Starting at the top of the records below and ending with the line that contains "index tip: (363, 311)", print each line exactly as written, skipping the pictures.

Provided records:
• • •

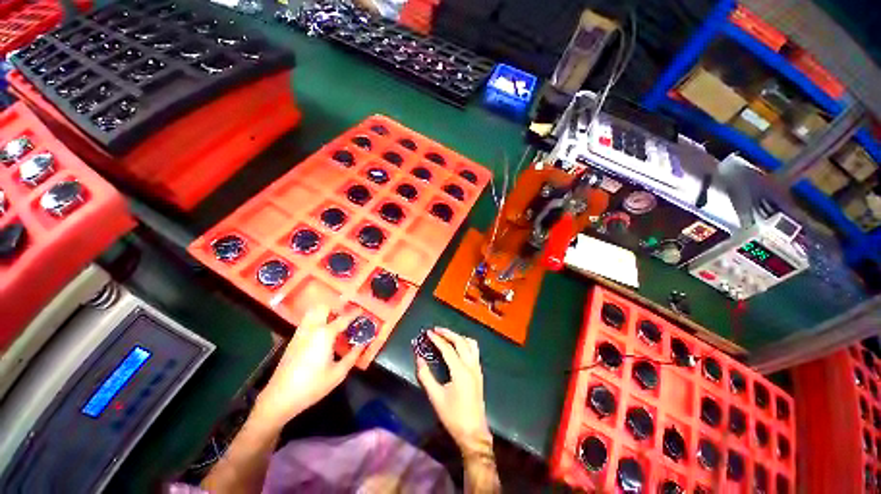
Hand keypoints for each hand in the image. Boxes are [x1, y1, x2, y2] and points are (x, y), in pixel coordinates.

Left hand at [252, 305, 362, 427]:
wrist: (280, 398)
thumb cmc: (312, 385)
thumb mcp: (338, 373)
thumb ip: (353, 356)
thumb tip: (363, 344)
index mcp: (325, 334)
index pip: (344, 318)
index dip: (355, 313)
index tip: (363, 311)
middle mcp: (312, 328)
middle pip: (323, 307)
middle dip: (336, 308)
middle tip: (346, 316)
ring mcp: (300, 333)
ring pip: (312, 312)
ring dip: (325, 312)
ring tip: (334, 322)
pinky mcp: (293, 340)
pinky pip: (306, 321)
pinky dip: (316, 319)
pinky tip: (321, 332)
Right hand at [416, 328, 491, 456]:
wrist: (473, 433)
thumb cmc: (453, 416)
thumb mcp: (435, 397)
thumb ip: (426, 376)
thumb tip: (419, 358)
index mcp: (460, 371)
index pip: (448, 348)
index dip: (437, 339)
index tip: (428, 332)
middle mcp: (471, 365)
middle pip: (460, 341)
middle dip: (448, 333)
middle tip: (436, 330)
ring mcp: (477, 369)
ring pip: (471, 344)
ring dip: (458, 337)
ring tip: (447, 336)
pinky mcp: (479, 373)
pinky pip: (474, 351)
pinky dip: (465, 343)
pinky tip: (458, 348)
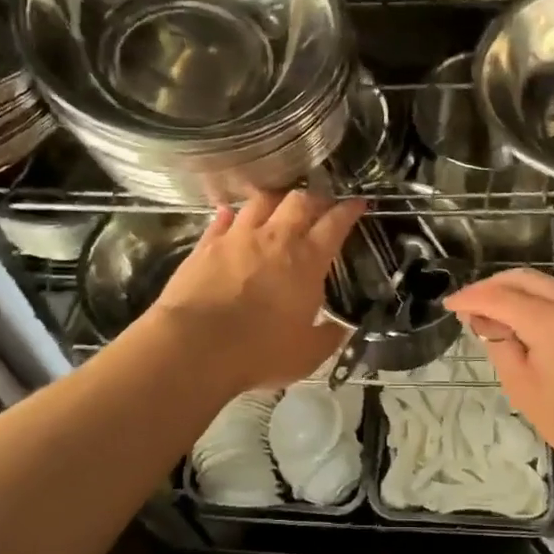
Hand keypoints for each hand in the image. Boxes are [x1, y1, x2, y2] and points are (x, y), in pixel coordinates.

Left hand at [148, 190, 363, 391]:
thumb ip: (328, 337)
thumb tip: (341, 328)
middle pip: (299, 201)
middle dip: (314, 198)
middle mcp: (275, 238)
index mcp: (307, 260)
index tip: (358, 203)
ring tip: (278, 205)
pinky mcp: (205, 245)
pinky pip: (221, 219)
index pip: (335, 224)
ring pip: (260, 201)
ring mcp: (237, 237)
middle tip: (319, 205)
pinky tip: (229, 214)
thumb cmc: (260, 352)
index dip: (349, 210)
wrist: (196, 346)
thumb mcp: (307, 354)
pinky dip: (229, 215)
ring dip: (274, 200)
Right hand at [443, 268, 553, 477]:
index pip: (501, 297)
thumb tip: (486, 320)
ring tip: (495, 317)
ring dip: (517, 294)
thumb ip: (501, 345)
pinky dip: (541, 304)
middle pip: (526, 278)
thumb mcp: (524, 390)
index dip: (471, 297)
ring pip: (548, 286)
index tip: (449, 304)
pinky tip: (528, 325)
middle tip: (469, 306)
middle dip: (492, 286)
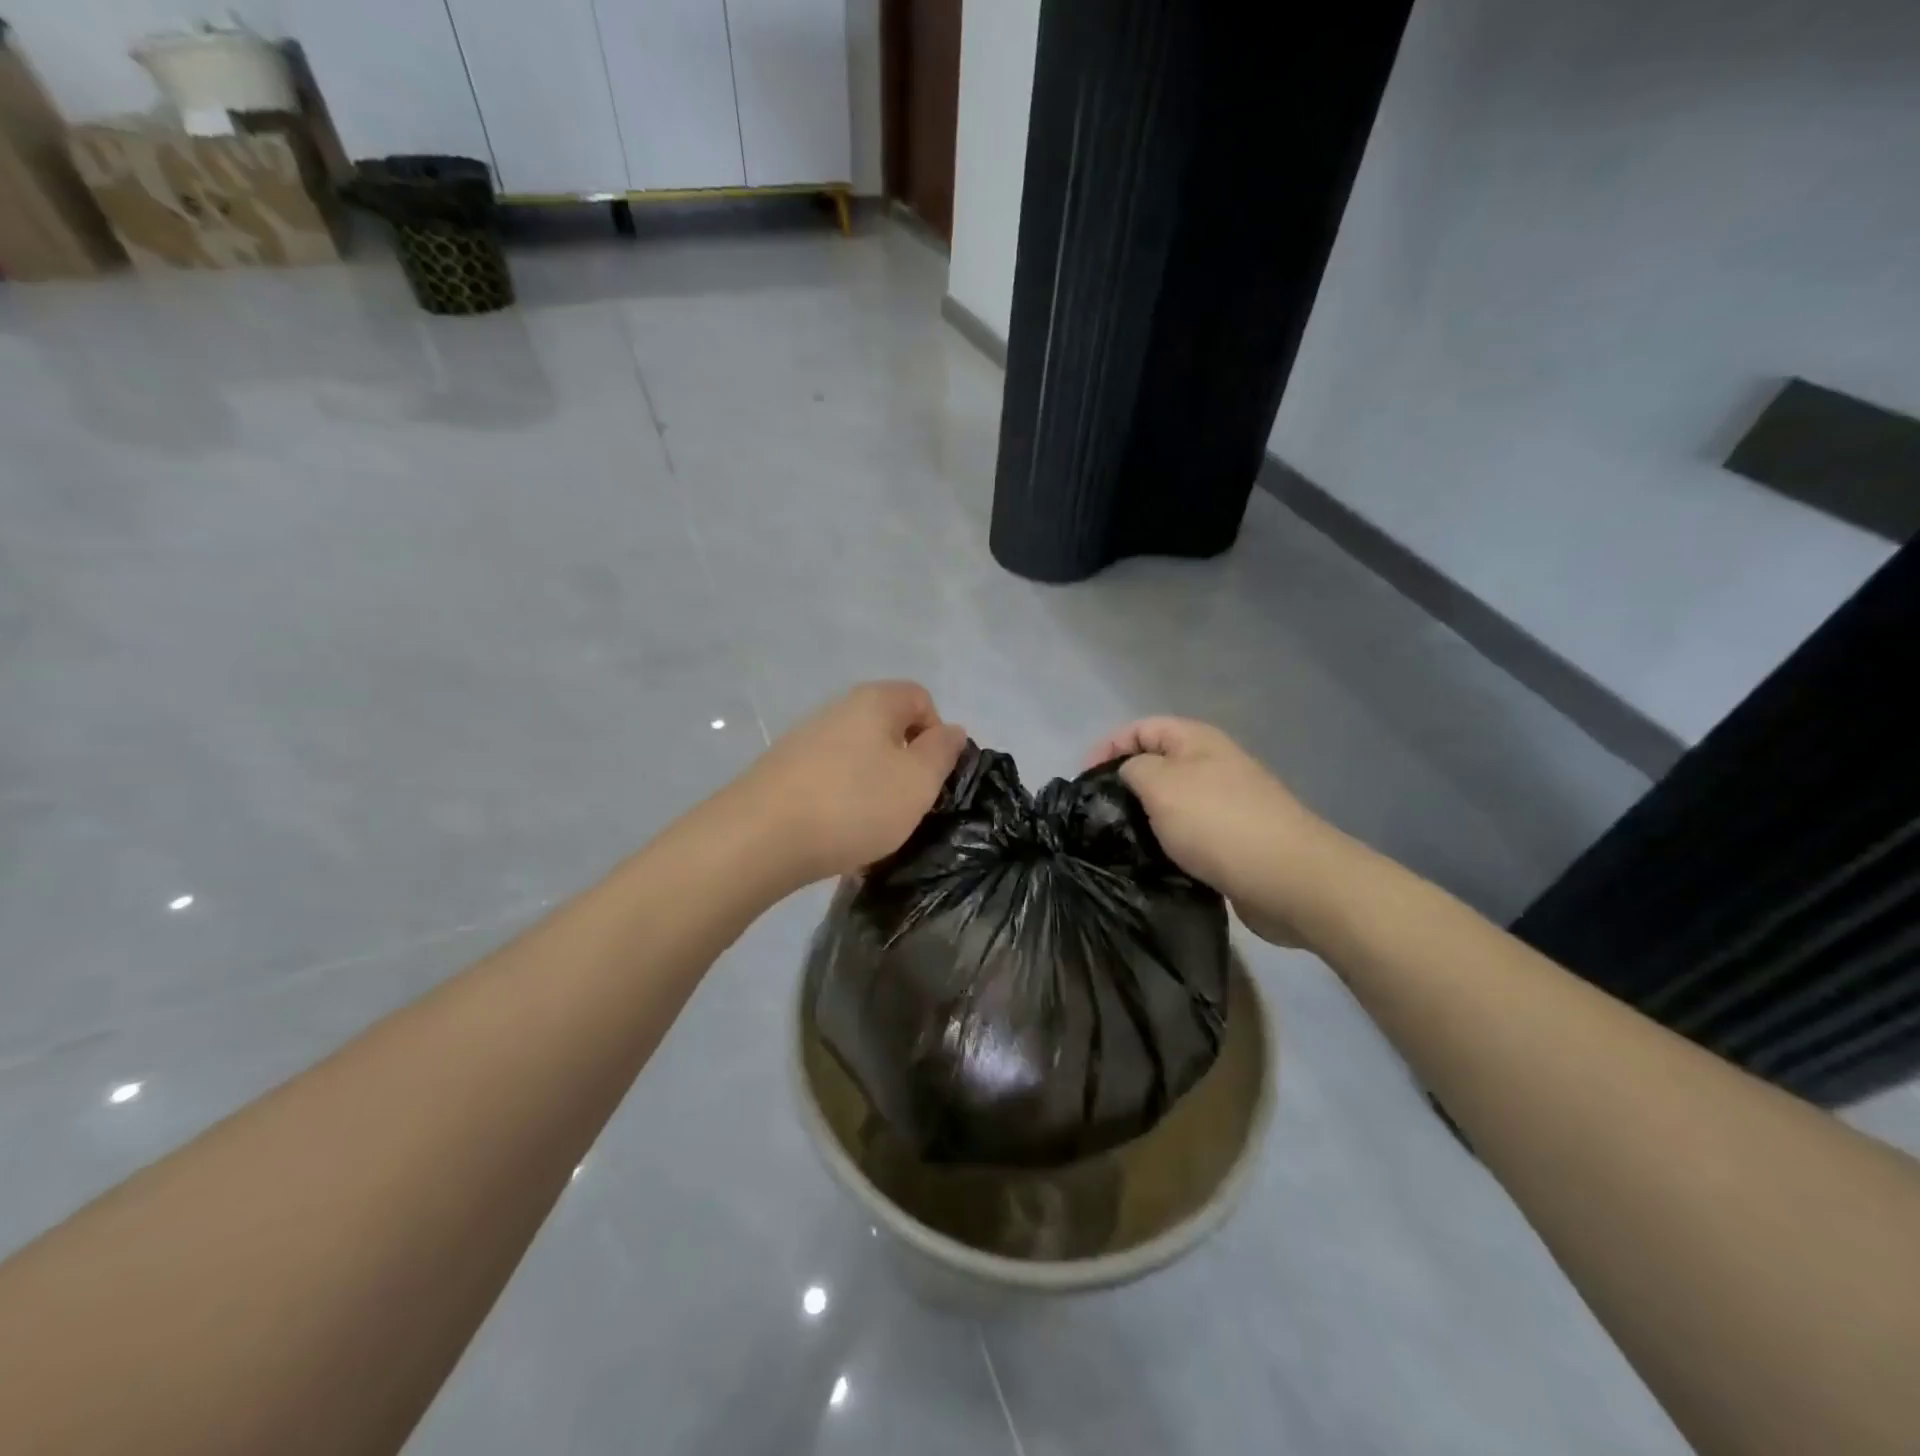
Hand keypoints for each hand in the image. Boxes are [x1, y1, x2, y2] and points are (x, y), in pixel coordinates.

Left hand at [741, 682, 966, 886]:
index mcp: (875, 701)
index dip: (937, 734)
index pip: (921, 698)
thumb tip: (951, 730)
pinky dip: (842, 798)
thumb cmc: (854, 803)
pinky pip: (829, 776)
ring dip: (874, 784)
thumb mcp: (918, 781)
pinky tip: (837, 830)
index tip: (933, 776)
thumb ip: (942, 752)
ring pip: (859, 754)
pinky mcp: (783, 769)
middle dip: (905, 763)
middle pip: (888, 726)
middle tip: (907, 804)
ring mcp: (806, 738)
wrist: (760, 837)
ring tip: (872, 823)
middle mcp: (838, 709)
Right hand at [1087, 718, 1334, 945]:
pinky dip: (1166, 843)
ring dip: (1143, 818)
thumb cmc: (1217, 822)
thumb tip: (1129, 775)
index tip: (1082, 781)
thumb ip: (1133, 769)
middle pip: (1156, 764)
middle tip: (1096, 815)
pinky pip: (1187, 833)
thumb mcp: (1160, 784)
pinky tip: (1150, 862)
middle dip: (1123, 784)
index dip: (1107, 746)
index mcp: (1197, 741)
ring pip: (1171, 802)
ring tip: (1117, 841)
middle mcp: (1213, 764)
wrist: (1288, 878)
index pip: (1141, 728)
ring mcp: (1226, 803)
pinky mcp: (1232, 840)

• • •

Completed exercise:
Hand keypoints for each hand in the image. Boxes are [x1, y1, x2, y2] and points are (x, y), in pixel coordinates.

Left hand at [252, 305, 362, 427]:
wrist: (280, 398)
thumb cmc: (312, 385)
thumb mcp: (338, 373)
thumb ip: (353, 356)
thumb tip: (363, 344)
index mcp: (325, 334)
index pip: (344, 318)
index dip: (355, 313)
index tip: (363, 311)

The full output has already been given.